5,8 milliards d’euros de fonds publics ont été versés à la filière automobile française depuis 2020, qui s’ajoutent aux mesures publiques de soutien aux entreprises qui frôlent les 200 milliards d’euros.

Et de ce point de vue, le rôle de la PFA (plateforme automobile), notamment dans le cadre du contrat stratégique de filière pour 2024-2027, contribue à prolonger et amplifier la dotation d’aides publiques aux constructeurs et grands équipementiers « pour assurer leur compétitivité » et sans aucune contrainte visant à empêcher la poursuite des délocalisations et pour imposer la relocalisation des activités.

Et pourtant, près de 100 milliards d’euros de dividendes ont été versés aux actionnaires en 2023, quand la part des salaires dans la valeur créée par les salariés est passée de 81 % en 2009 à 53 % en 2019.

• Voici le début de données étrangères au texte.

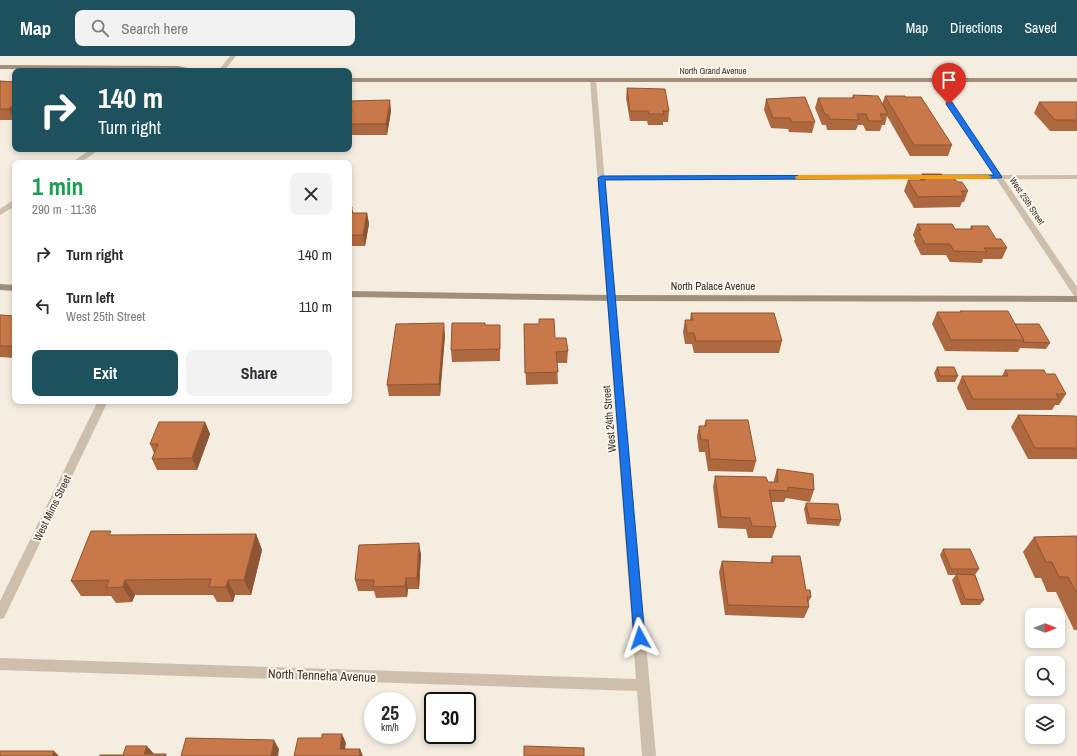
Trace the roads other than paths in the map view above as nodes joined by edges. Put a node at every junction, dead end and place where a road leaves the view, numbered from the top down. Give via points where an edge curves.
1 (234, 56) edge
2 (0, 67) edge
3 (178, 68) edge
4 (224, 68) edge
5 (933, 79) junction
6 (352, 80) edge
7 (593, 80) junction
8 (1077, 80) edge
9 (92, 152) edge
10 (80, 160) edge
11 (998, 177) junction
12 (1077, 177) edge
13 (601, 178) junction
14 (12, 205) edge
15 (0, 213) edge
16 (0, 287) edge
17 (12, 288) edge
18 (352, 294) edge
19 (1077, 294) edge
20 (611, 298) junction
21 (1077, 298) edge
22 (102, 404) edge
23 (0, 614) edge
24 (0, 664) edge
25 (643, 685) junction
26 (649, 756) edge

1 - 4 street
2 - 3 street
5 - 7 street, North Grand Avenue
5 - 8 street, North Grand Avenue
5 - 11 street, West 25th Street
6 - 7 street, North Grand Avenue
7 - 13 street, West 24th Street
9 - 10 street
11 - 12 street
11 - 13 street
11 - 19 street, West 25th Street
13 - 20 street, West 24th Street
14 - 15 street
16 - 17 street
18 - 20 street, North Palace Avenue
20 - 21 street, North Palace Avenue
20 - 25 street, West 24th Street
22 - 23 street, West Mims Street
24 - 25 street, North Tenneha Avenue
25 - 26 street, West 24th Street

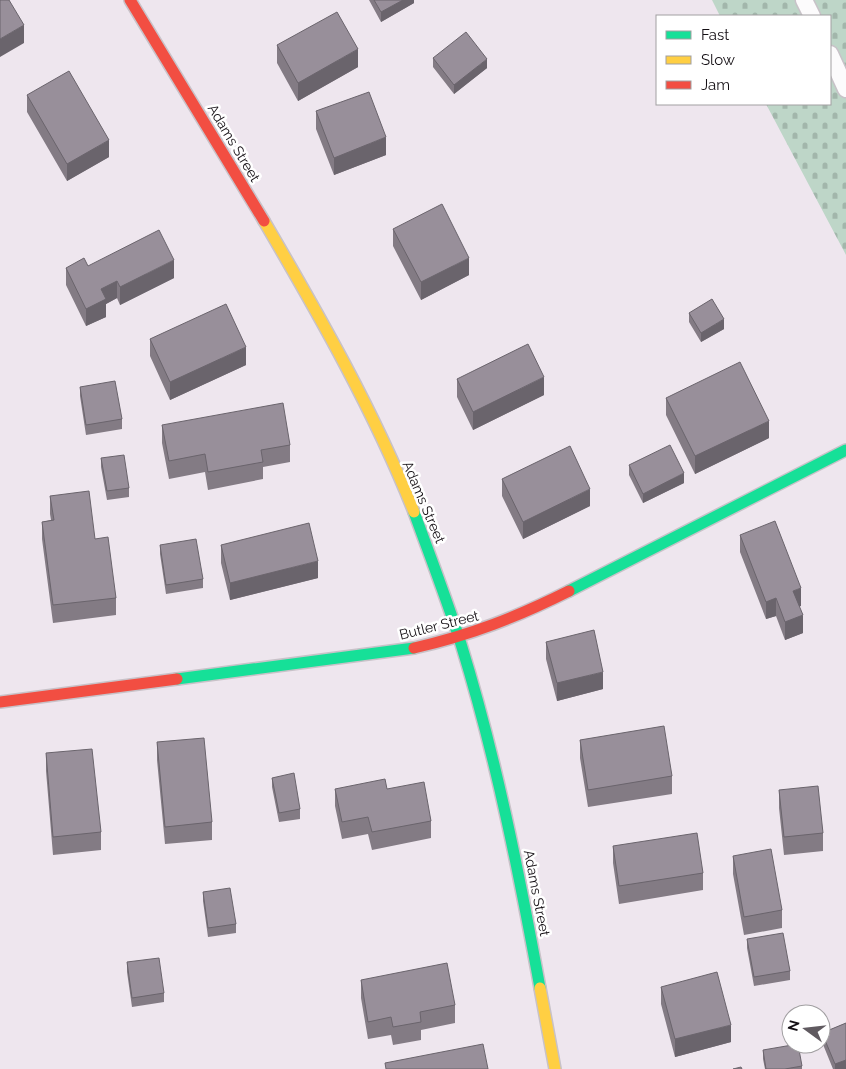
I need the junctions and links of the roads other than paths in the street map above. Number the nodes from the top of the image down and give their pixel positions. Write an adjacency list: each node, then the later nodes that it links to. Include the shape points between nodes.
1 (130, 0): 7 (main road, Adams Street, via 309,299 356,385 422,533)
2 (804, 0): 3 (lane)
3 (812, 15)
4 (831, 56): 5 (lane)
5 (846, 89)
6 (846, 450): 7 (main road, Butler Street, via 527,612)
7 (458, 638): 8 (main road, Butler Street, via 400,651); 9 (main road, Adams Street, via 497,772 518,866)
8 (0, 702)
9 (555, 1069)

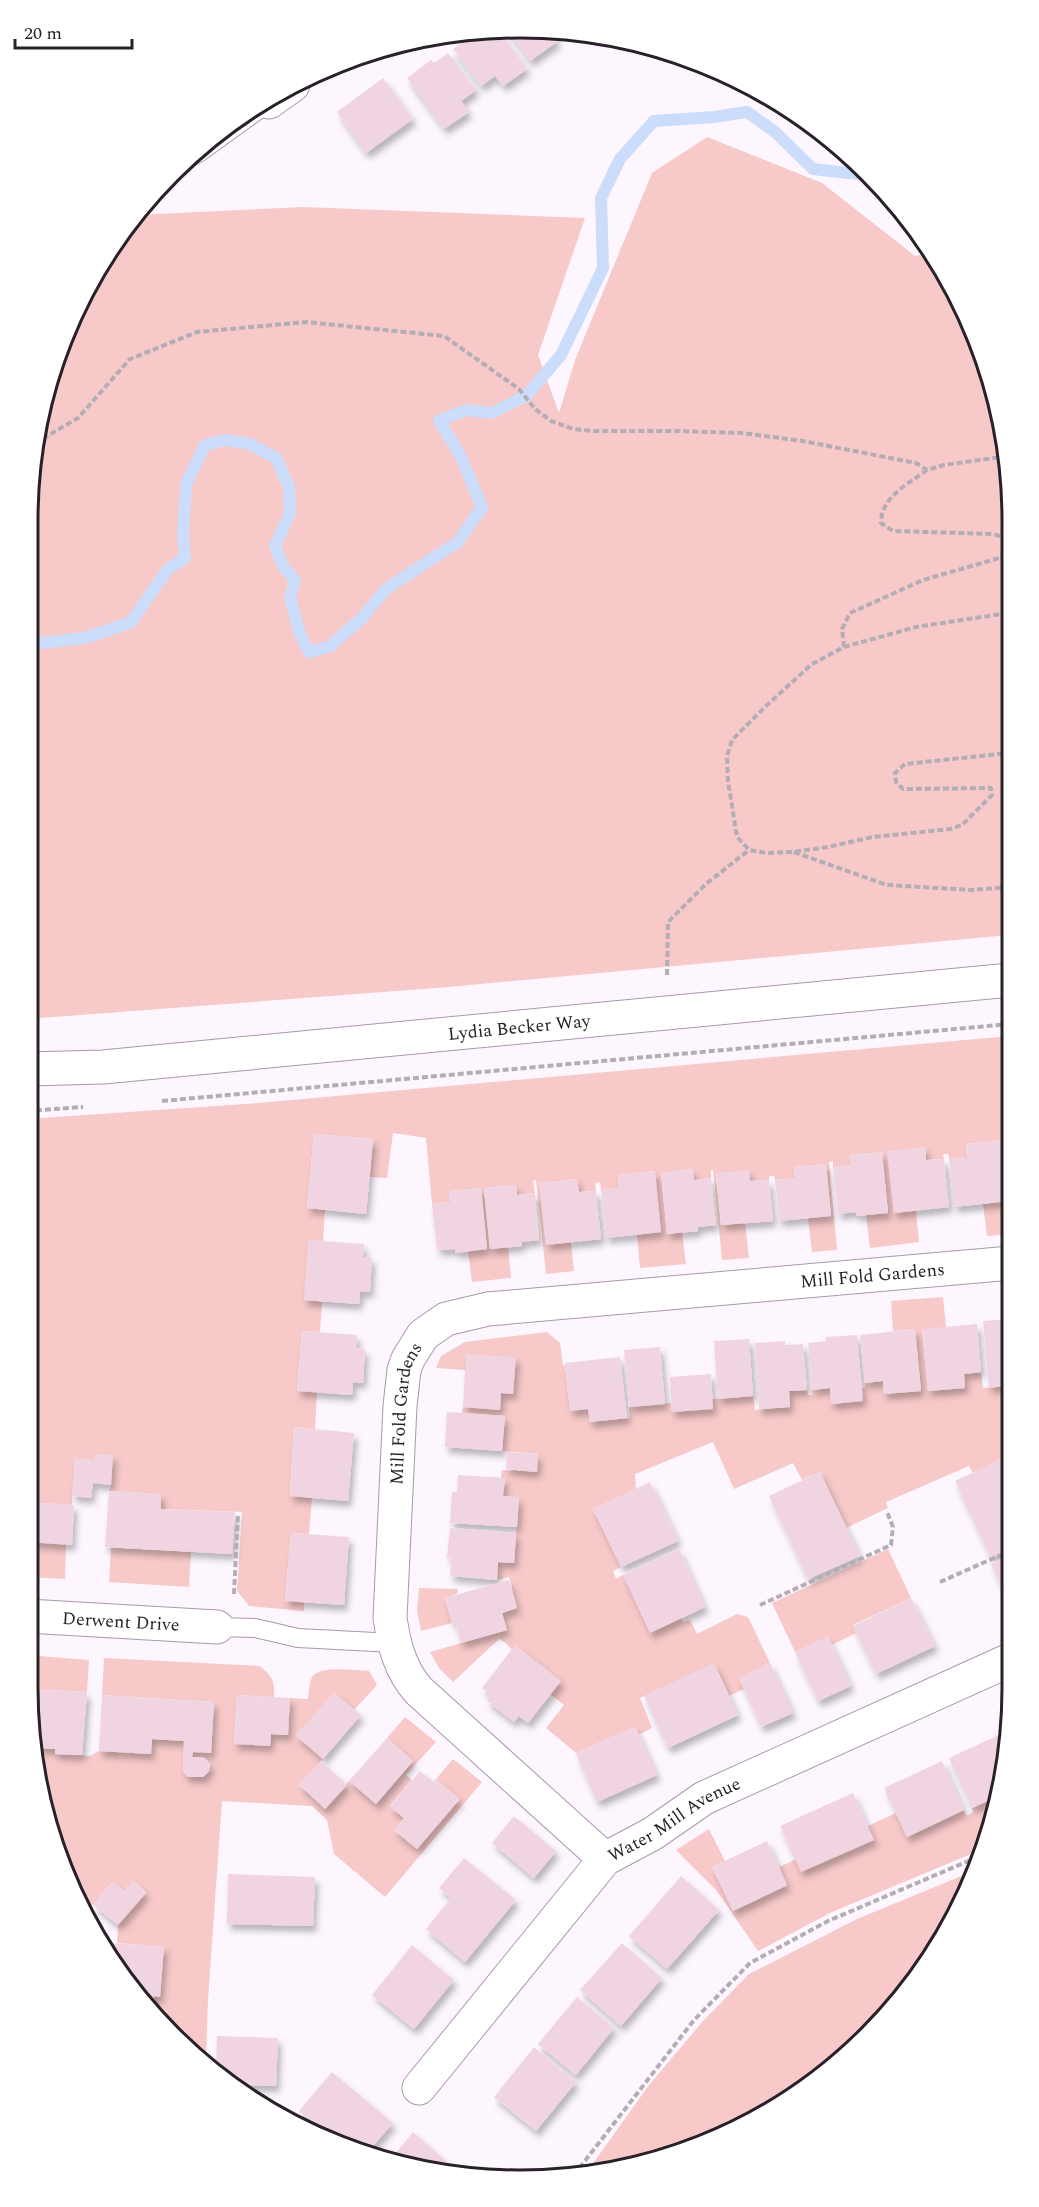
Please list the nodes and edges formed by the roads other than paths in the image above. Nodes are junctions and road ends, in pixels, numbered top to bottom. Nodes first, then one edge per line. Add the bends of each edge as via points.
1 (1002, 981) edge
2 (38, 1069) edge
3 (1002, 1264) edge
4 (38, 1617) edge
5 (225, 1627) joint
6 (394, 1643) junction
7 (1002, 1664) edge
8 (605, 1859) junction
9 (418, 2088) dead end

1 - 2 street, Lydia Becker Way via 103,1067
3 - 6 street, Mill Fold Gardens via 488,1309 446,1319 423,1335 404,1370 390,1618
4 - 5 street, Derwent Drive
5 - 6 lane via 255,1628 298,1638
6 - 8 street, Mill Fold Gardens via 402,1667 417,1688
7 - 8 street, Water Mill Avenue via 704,1798 652,1834
8 - 9 street, Water Mill Avenue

Or, l’électrification des véhicules n’a pas fracturé ce paradigme, au contraire !

  • Des véhicules électriques toujours plus chers, démesurés en taille et en puissance, à la vertu écologique discutable et discutée, qui s’adressent à une portion toujours faible de la population.
  • Les délocalisations et fermetures de sites se poursuivent, sans rapport spécifique aux activités thermiques.
  • Et nous connaissons des exigences de rentabilité sans fin des constructeurs, inégalées dans l’histoire avec des objectifs plus de 10 % de marge opérationnelle d’ici 2030, avec toujours plus de concurrence exacerbée entre les travailleurs européens contraints au moins-disant social, le tout, couplé au chantage aux fonds publics.
  • Les véhicules électriques sont vendus grâce à de généreuses contributions gouvernementales qui vont aux entreprises et aux ménages les plus fortunés.
  • Faute d’inclusivité sociale, le rejet de la transition écologique prend des proportions qui méritent d’être prises en compte.

Dans le même mouvement, une part croissante des populations n’aura plus accès à la mobilité, surenchérissant encore les inégalités.

La stratégie financière des constructeurs automobile et le positionnement des pouvoirs publics et des institutions européennes ne permettent pas d’engager une réflexion de fond sur les transformations et la planifications nécessaires à la mobilité qui prennent en compte toutes les dimensions intéressées au sujet. Les dimensions sociales et environnementales sont indissociables bien sûr, mais aussi les questions liées à l’aménagement du territoire, au développement des transports en commun ou encore à la maîtrise de l’énergie.

Pour prendre en compte toutes ses dimensions et sortir de la financiarisation, il est nécessaire de les porter dans le débat public en intégrant les salariés des secteurs concernés. Ce qui pose alors la question de droits nouveaux, de droits d’interventions des salariés.

Autant de sujets à mettre en débat comme :

  • la question de la conception et de la fabrication des véhicules les plus vertueux au plus près des marchés, adaptés aux besoins des populations et accessibles à tous  ;
  • la durabilité des véhicules et des coûts d’entretiens abordables  ;
  • la relocalisation en France des activités industrielles et d’ingénierie de toute la filière automobile, intégrant toute la chaîne de valeur (constructeurs, équipementiers, sous-traitance…) et pour toutes les technologies (thermique, électrique, hybride…)  ;
  • lL’harmonisation des conditions sociales des travailleuses et travailleurs européens (salaires, temps et conditions de travail…) avec l’augmentation des salaires, indexés sur l’inflation, pour mettre fin à leur mise en concurrence  ;
  • la nécessité de conditionner les aides publiques au développement des emplois, de la formation, et de la prise en compte des aspects écologiques. Avec le suivi des projets associant les salariés et les syndicats disposant de la capacité de sanctions en cas de non-respect des engagements  ;
  • doter les IRP et les comités d’entreprise européens de pouvoirs décisionnels et de sanctions  ;
  • enfin, et sans être exhaustif, en appeler à la mobilisation du système financier et à la redéfinition de la conception du rôle et du fonctionnement de la BCE.

Voilà donc quelques éléments, qui je l’espère, permettront d’alimenter le débat qui nous intéresse aujourd’hui.


[1] Louis Schweitzer, Mes années Renault. Entre Billancourt et le marché mondial, Gallimard, 2007.